The book goes in detail into load balancing. And caching. HTTP caching is of course useful and it avoids having to generate new content. But object caching, application entities that cannot be cached in NGINX, can benefit from being cached in a fast in memory database such as Redis (Redis is particularly useful because it has an expiry flag that can be set for each object).
Keeping web services stateless is vitally important as it enables them to be horizontally scalable: hide any number of servers behind a load balancer, and as long as they are stateless, your application can scale. This enables better scalability than vertical scaling (buying a more and more powerful service to handle all traffic) because there isn’t a limit on the number of web servers you can have. If your load balancer is becoming overwhelmed: use more than one load balancer and use your DNS server to route traffic to each load balancer.
“Data Layer”
The book has the best introduction to SQL scalability that I have come across. The author talks about read replication where multiple read databases reading form a master, to scale reads (but not writes). Master-master replication to improve reliability and avoid downtime. And vertical or horizontal sharding of databases.
Managing distributed SQL databases might be a bit of a hassle though, and the author also talks about some NoSQL databases, their pros and cons. NoSQL databases usually have a harder time guaranteeing ACID transactions, and usually offer a choice between high availability (low latency when getting and editing data) versus high consistency (the retrieved data is always accurate). There are many trade offs ad gotchas that have to be properly understood when designing and using distributed databases (CAP theorem, and more). I have plans to read more about it soon, if it’s any good I’ll be reviewing that too! The pros of NoSQL databases are often that they are able to store Tera to Peta bytes of data.
“Asynchronous Processing”
Ejsmont mainly talks about queues. He mentions that some services are publishers and others are workers. Queuing jobs should help your applications are using resources efficiently and avoid getting overwhelmed. The workers will only take the next job as soon as they are able to. Queues also encourage strong decoupling between parts of your application which is a sign of good engineering.

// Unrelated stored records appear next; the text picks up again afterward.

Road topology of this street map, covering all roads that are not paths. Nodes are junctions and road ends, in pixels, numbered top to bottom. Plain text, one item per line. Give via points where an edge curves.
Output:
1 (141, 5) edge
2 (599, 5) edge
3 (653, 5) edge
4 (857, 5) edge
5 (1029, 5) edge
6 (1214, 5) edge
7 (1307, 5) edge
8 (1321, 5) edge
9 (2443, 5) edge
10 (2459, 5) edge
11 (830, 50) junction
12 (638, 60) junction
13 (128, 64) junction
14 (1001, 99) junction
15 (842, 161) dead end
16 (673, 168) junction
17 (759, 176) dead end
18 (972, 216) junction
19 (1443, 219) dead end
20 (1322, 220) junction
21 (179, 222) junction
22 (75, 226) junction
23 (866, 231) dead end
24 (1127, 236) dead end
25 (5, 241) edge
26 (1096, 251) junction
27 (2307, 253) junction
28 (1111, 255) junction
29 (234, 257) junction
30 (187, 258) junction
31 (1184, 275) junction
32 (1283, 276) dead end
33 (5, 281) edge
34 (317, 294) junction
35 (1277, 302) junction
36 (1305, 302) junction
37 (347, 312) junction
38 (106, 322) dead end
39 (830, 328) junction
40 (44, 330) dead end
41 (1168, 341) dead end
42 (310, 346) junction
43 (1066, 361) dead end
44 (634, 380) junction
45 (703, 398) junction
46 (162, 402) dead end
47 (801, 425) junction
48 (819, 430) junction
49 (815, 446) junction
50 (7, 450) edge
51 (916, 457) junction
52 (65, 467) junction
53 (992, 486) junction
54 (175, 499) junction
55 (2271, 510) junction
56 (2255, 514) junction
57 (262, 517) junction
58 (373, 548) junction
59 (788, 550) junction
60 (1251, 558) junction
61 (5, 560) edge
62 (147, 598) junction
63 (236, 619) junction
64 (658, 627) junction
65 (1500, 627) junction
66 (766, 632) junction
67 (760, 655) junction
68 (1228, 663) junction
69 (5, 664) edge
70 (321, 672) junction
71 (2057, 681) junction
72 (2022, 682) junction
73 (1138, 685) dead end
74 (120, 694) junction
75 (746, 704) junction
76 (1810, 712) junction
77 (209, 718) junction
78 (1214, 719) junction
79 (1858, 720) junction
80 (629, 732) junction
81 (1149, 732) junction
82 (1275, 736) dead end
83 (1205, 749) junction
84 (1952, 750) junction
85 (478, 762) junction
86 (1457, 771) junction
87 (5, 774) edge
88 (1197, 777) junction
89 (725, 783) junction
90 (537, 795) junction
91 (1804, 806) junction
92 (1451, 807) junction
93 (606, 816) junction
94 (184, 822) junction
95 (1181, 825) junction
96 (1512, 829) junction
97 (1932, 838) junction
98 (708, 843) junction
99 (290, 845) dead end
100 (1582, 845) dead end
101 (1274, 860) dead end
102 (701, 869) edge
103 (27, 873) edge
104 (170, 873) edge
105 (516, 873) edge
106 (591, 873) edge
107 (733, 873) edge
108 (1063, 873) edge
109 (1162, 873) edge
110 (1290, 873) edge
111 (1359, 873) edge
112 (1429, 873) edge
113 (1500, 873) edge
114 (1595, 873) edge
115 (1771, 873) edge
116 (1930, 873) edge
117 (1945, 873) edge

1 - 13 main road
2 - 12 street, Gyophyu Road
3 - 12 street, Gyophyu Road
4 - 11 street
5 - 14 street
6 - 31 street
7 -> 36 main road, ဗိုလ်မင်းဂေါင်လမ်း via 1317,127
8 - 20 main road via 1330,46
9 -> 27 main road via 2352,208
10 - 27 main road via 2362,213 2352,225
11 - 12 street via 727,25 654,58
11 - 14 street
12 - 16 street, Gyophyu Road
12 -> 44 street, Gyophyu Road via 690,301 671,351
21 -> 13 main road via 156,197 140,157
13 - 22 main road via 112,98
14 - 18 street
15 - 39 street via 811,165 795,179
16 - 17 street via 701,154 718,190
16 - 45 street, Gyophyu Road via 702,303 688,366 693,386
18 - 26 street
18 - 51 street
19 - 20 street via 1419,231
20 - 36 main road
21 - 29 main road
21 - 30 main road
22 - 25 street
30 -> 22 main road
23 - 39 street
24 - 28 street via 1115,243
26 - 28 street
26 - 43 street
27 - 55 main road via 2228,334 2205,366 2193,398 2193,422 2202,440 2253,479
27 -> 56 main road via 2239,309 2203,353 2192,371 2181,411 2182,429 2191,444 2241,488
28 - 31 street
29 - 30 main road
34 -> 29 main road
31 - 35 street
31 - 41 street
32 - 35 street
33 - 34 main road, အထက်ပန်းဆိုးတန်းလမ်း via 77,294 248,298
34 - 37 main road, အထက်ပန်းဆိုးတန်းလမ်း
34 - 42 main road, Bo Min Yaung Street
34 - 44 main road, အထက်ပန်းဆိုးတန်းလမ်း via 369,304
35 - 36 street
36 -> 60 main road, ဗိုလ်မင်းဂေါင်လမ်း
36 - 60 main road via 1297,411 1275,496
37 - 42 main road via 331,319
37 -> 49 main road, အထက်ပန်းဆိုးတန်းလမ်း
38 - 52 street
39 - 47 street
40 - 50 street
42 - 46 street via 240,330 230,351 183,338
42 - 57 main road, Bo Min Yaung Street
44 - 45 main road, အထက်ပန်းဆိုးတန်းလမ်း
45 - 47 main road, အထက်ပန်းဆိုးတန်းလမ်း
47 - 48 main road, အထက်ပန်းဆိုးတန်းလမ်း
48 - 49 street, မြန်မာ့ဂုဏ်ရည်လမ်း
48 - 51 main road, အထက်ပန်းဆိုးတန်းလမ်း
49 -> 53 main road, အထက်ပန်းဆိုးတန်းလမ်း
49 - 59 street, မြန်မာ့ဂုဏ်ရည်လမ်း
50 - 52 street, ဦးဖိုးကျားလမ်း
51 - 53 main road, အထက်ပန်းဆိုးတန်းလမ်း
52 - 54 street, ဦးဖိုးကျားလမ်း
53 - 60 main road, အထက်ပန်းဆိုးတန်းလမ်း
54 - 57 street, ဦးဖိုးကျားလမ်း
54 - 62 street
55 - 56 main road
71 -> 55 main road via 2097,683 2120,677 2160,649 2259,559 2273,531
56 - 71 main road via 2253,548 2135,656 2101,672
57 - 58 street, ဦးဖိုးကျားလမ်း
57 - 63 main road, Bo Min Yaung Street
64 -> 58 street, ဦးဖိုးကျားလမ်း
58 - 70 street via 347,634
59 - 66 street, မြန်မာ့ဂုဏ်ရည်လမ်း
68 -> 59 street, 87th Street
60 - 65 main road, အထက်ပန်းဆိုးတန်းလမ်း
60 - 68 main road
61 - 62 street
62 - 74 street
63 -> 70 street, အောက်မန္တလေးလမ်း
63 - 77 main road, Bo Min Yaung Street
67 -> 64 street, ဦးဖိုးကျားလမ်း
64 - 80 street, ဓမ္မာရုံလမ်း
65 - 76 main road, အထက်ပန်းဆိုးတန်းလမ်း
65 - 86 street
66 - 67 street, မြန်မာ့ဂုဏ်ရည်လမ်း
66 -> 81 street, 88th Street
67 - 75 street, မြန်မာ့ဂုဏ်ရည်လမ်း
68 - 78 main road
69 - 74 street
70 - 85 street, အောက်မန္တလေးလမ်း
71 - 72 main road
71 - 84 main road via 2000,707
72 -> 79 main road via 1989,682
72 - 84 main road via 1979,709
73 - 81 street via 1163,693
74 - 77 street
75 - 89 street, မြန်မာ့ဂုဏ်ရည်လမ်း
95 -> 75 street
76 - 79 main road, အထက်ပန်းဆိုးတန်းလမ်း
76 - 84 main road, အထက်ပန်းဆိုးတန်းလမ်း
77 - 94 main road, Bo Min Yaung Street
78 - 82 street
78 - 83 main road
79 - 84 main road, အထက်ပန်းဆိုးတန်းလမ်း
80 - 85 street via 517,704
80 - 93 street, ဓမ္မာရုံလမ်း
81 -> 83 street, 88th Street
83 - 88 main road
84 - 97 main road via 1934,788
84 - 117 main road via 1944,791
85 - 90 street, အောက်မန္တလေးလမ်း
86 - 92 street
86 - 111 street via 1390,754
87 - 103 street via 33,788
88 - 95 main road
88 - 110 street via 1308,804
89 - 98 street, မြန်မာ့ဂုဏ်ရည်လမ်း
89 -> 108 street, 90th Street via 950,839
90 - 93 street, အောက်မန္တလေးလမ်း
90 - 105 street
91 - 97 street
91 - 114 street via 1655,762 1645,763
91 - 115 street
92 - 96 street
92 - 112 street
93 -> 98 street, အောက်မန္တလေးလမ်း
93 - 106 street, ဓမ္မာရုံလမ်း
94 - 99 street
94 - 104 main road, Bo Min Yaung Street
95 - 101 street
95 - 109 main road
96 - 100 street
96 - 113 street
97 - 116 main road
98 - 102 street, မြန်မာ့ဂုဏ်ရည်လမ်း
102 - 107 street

We have used asynchronous processes at TransferWise to process money orders by making them go through various stages (is there missing information? is the customer verified? is this a potential fraud? does we need to get more information about the recipient? are their enough funds on the account? did the payment go through?). We also use queues at Maple Inside with Google PubSub as part of our Event Driven Architecture.
There are however challenges to queues: it’s something extra to manage and deploy. Queues can sometimes crash if they become overwhelmed. And poisoned messages can systematically crash your whole application because they keep getting sent to new workers after crashing the previous ones.
“Searching for Data”
In one of the last parts of the book, Artur talks about search engines and how they might be useful for some applications. He mentions ElasticSearch in particular – a somewhat new but hot technology. Search engines might take in XML or JSON documents and are then able to efficient search through them. A common pattern for an eCommerce website that sells cars might be to add a new document to ElasticSearch every time a new car is added to the cars database. When a user wants to search for a specific car model, a list is returned by ElasticSearch, and the latest data for each carId is fetched from the cars database.
There is a good deal more information in the book that I haven’t touched on. I’m particularly fond of the book and think it might be one of my favorite books of the year. It should really be recommended reading for any (especially newby) engineers.